_Records shown_
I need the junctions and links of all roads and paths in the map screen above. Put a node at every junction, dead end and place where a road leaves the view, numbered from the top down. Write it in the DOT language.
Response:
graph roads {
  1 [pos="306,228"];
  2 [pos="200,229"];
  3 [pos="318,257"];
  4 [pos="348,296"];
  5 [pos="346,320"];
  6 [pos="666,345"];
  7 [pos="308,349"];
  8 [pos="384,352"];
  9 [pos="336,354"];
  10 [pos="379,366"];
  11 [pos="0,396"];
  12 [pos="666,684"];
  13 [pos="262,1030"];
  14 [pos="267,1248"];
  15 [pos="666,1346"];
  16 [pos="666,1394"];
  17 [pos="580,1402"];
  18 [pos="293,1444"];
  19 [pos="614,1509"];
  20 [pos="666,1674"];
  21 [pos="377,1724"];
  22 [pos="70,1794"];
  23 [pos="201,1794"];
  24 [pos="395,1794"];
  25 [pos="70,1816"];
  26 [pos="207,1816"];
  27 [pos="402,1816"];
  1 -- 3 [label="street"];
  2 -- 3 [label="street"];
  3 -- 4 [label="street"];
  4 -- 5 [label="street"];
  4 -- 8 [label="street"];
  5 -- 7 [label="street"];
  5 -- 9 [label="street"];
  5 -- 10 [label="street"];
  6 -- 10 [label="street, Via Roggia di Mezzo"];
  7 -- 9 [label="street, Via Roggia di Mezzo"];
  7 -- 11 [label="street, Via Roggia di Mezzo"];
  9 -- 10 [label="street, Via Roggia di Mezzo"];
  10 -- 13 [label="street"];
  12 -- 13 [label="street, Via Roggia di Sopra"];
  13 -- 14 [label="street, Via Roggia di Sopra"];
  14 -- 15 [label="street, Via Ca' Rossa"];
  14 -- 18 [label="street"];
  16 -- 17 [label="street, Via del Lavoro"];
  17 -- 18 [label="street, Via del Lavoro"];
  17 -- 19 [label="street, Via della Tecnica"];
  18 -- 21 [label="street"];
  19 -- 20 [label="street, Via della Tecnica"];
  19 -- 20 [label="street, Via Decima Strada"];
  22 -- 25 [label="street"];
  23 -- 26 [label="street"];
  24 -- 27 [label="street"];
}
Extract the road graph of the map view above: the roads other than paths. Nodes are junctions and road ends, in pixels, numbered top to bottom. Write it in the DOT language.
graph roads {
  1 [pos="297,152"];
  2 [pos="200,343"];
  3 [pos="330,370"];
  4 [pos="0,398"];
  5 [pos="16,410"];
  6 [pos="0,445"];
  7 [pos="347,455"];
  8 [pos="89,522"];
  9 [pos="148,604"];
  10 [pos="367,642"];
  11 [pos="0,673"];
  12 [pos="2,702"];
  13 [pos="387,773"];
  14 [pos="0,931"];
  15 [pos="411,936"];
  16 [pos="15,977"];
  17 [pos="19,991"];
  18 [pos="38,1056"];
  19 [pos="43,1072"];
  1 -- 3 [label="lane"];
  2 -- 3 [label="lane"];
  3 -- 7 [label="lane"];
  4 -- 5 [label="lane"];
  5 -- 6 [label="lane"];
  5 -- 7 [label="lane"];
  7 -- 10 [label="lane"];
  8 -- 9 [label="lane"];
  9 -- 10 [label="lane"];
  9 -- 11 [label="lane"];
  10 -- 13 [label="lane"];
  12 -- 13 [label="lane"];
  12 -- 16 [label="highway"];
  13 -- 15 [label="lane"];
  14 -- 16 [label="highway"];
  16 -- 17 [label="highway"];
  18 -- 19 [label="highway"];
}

_Task objective_
Repeat word for word from the line holding "Extract the road" down to the last line above, including both.

_Written reply_
Extract the road graph of the map view above: the roads other than paths. Nodes are junctions and road ends, in pixels, numbered top to bottom. Write it in the DOT language.
graph roads {
  1 [pos="297,152"];
  2 [pos="200,343"];
  3 [pos="330,370"];
  4 [pos="0,398"];
  5 [pos="16,410"];
  6 [pos="0,445"];
  7 [pos="347,455"];
  8 [pos="89,522"];
  9 [pos="148,604"];
  10 [pos="367,642"];
  11 [pos="0,673"];
  12 [pos="2,702"];
  13 [pos="387,773"];
  14 [pos="0,931"];
  15 [pos="411,936"];
  16 [pos="15,977"];
  17 [pos="19,991"];
  18 [pos="38,1056"];
  19 [pos="43,1072"];
  1 -- 3 [label="lane"];
  2 -- 3 [label="lane"];
  3 -- 7 [label="lane"];
  4 -- 5 [label="lane"];
  5 -- 6 [label="lane"];
  5 -- 7 [label="lane"];
  7 -- 10 [label="lane"];
  8 -- 9 [label="lane"];
  9 -- 10 [label="lane"];
  9 -- 11 [label="lane"];
  10 -- 13 [label="lane"];
  12 -- 13 [label="lane"];
  12 -- 16 [label="highway"];
  13 -- 15 [label="lane"];
  14 -- 16 [label="highway"];
  16 -- 17 [label="highway"];
  18 -- 19 [label="highway"];
}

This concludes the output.